Satyajit Ray, Mrinal Sen, journalist (Frontier)-poet Samar Sen, Jnanpith award-winner Mahasweta Devi, Magsaysay award-winner journalist-writer Gourkishore Ghosh and Annada Shankar Ray took up the case for Daud Haider. MJ Akbar wrote an article under his byline protesting my deportation. It created a nationwide stir. West Bengal chief minister Jyoti Basu became proactive. There were debates in Parliament. Parliamentarian Indrajit Gupta raised questions. Minister of state, home affairs, Ram Dulari Sinha gave an assurance, “Daud Haider will be allowed to stay back in India.”

There wasn’t much certainty in that promise. In the meantime, UNHCR (United Nations High Commissioner for Refugees) became involved. The incident created a stir across the world. Günter Grass became a part of it. Not just him, Susan Sontag led a petition by 2,000 American writers and wrote to the Indian Prime Minister Rajiv Gandhi demanding security for Daud Haider.

The incident assumed such proportions that Daud was no longer under the Indian government. Daud moved to Europe, to Germany. His life as a refugee began there. The first step in this life was with a passport from the UN. I had to write at the beginning of that life:

“Even I don’t have a home, only a journey towards one,
Wherever I go, the dusty winds of twilight blow.”
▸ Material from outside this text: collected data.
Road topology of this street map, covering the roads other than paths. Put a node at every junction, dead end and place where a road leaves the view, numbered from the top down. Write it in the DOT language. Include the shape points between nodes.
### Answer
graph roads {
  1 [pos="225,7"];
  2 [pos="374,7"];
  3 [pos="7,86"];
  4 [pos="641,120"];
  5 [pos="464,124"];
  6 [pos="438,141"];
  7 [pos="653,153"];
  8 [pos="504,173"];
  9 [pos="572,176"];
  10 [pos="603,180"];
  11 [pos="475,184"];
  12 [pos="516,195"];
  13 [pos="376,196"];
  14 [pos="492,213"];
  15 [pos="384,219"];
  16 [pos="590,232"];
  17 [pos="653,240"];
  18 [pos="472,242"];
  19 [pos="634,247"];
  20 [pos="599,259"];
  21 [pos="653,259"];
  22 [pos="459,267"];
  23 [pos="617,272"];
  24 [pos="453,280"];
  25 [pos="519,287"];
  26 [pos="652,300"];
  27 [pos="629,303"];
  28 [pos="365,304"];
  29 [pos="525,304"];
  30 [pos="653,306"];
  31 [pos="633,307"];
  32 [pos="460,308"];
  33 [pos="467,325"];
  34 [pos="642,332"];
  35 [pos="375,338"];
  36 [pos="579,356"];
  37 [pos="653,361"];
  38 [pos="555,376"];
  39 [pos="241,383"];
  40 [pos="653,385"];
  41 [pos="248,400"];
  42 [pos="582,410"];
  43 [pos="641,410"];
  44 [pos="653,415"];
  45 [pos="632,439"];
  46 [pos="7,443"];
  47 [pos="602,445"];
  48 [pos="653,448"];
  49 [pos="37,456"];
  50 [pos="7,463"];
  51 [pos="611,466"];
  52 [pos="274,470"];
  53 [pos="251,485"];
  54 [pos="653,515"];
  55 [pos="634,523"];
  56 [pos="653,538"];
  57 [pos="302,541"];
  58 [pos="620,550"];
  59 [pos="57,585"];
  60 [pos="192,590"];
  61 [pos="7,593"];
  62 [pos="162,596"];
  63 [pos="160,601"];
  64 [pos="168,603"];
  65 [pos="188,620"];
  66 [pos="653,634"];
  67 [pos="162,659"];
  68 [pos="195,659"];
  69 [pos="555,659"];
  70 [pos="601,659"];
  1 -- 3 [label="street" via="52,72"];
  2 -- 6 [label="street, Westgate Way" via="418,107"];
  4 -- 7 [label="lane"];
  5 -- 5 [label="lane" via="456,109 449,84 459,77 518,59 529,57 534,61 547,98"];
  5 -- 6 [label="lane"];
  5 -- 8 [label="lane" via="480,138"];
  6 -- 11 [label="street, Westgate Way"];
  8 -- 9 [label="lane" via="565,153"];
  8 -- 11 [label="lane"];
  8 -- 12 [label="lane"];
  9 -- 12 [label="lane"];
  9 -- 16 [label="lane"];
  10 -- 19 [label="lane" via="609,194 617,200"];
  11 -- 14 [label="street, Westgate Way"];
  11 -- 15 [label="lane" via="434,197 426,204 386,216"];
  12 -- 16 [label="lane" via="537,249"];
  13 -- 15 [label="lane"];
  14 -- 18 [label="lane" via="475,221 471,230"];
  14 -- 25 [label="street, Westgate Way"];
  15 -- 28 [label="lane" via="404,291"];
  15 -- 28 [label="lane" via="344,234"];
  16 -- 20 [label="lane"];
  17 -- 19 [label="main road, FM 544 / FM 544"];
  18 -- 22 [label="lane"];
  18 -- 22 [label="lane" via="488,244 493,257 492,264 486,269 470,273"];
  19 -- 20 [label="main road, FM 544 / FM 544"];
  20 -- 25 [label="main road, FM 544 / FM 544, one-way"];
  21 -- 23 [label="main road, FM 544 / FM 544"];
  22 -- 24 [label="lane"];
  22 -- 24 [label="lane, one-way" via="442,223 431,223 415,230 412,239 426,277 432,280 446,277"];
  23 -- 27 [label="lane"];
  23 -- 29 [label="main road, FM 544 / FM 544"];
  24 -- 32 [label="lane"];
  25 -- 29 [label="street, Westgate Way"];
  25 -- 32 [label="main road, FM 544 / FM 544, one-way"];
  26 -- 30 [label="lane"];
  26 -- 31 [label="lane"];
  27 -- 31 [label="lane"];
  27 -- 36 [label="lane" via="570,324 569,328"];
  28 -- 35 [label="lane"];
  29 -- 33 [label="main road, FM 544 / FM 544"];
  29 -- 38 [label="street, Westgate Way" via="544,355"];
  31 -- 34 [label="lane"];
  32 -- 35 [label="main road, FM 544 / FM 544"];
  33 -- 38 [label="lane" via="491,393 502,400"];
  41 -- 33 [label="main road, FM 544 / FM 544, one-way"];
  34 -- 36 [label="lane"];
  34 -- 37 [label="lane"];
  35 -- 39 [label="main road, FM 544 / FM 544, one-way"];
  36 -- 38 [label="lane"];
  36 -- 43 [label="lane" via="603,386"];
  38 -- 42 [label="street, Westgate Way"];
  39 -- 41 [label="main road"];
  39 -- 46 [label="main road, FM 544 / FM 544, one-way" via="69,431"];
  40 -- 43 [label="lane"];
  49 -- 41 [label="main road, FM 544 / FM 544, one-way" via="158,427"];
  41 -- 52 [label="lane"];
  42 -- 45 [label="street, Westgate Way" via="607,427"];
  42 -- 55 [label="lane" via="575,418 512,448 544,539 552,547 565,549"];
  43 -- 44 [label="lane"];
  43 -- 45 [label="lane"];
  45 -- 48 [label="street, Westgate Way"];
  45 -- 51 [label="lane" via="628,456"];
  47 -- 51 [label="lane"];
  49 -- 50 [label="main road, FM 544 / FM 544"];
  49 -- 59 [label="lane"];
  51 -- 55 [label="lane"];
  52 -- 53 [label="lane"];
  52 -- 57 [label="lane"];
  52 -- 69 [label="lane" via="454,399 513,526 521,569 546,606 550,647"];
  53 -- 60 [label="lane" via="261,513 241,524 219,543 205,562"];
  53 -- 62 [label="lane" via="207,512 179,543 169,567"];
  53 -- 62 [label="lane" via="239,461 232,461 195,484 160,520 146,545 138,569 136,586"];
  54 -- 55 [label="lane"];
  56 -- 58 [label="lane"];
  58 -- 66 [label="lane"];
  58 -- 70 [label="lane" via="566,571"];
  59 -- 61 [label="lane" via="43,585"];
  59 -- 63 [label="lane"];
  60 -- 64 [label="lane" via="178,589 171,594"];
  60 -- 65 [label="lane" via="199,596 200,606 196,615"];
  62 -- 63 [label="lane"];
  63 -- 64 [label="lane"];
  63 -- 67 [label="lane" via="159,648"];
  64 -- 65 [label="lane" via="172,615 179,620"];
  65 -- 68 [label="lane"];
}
The meaning of homelessness is to be without a home, without a nation. It’s known in the German language as “Heimatlos (a person without a state)”. Whenever they see foreigners now, Germans say, “asyl, auslander (asylum-seeker, foreigner)”. Meaning, refugees without nations. Meaning, non-whites.

In the last two years, more than 2.5 million flüchtlinge (refugees) have sought refuge in Germany. About 1.2 million have made their homes here. All foreigners, even if they have been awarded citizenship. On trams and buses, trains and streets, in good times and bad, “Auslander” is now a term of abuse. It wasn’t so pronounced earlier. In this culture of not being, all foreigners are exhausted.
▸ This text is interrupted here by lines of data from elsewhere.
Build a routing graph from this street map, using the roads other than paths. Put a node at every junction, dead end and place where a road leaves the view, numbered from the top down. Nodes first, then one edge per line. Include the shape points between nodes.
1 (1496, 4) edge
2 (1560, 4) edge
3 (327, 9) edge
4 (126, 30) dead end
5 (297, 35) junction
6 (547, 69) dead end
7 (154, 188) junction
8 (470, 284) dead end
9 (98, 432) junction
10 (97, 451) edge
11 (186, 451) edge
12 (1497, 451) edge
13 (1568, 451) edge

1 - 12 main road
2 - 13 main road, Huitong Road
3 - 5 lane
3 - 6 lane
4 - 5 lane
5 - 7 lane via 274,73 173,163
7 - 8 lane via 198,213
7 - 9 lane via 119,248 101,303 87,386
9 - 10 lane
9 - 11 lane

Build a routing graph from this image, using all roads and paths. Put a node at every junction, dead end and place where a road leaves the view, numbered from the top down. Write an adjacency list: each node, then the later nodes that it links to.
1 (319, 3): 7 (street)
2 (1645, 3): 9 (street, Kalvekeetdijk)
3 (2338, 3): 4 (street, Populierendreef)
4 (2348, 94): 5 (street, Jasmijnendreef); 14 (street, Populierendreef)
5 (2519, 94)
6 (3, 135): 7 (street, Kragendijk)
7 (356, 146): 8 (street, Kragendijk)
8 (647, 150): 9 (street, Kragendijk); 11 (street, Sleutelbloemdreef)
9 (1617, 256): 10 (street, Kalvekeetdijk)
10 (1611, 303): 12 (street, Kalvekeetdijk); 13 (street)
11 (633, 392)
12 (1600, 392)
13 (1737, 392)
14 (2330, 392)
In the time after World War II, Germany has the highest number of refugees. They don’t call white people from eastern Europe asyl or auslander. Even Turks are not addressed by the term. They are known as gastarbeiter or guest workers.
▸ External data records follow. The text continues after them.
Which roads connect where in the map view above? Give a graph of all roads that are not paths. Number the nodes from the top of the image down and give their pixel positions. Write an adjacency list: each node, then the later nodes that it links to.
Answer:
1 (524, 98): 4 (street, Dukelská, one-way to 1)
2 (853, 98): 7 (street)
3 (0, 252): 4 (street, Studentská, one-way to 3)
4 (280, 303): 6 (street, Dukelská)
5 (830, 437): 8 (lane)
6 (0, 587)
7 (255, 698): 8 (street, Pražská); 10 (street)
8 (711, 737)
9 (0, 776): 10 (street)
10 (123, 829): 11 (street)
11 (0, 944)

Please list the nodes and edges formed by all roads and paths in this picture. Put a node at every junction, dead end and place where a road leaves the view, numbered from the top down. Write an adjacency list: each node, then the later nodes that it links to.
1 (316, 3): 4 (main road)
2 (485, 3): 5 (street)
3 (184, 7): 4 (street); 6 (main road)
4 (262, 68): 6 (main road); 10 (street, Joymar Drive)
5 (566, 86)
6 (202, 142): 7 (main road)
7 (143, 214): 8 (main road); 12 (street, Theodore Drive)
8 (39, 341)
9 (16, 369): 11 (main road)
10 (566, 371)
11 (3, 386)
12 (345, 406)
Taken in as a poet in exile. Respected. Living in Germany since 1987. Now, the Germans are saying auslander, flüchtlinge. That’s our identity. All this talk about global citizenship is just a lot of vapid talk.

Refugees are always eager to return to their homes, to their lands. But it’s nearly impossible in today’s world. I wrote a poem recently on the identity of the global human:

My village is the five continents
No stopping anywhere. The lifelong refugee,
I have forgotten the arc of my stars
And have chosen the habitation of the refugee.
Maps are complicated here, the races many
Slowly forgetting the songs of home
They shall forget the perfume of the earth, like the refugee forgets
Come, humankind, let us live together under the black veil.

I am no longer a world citizen, nor a writer in exile. In the last two years, I have felt, “Ich bin nicht exil schriftsteller.” I am not an exile writer. I am a refugee, my features are clear, distinct.

Daud Haider, 64, is a Bangladeshi poet who lives in exile in Berlin * The piece has been translated from Bengali.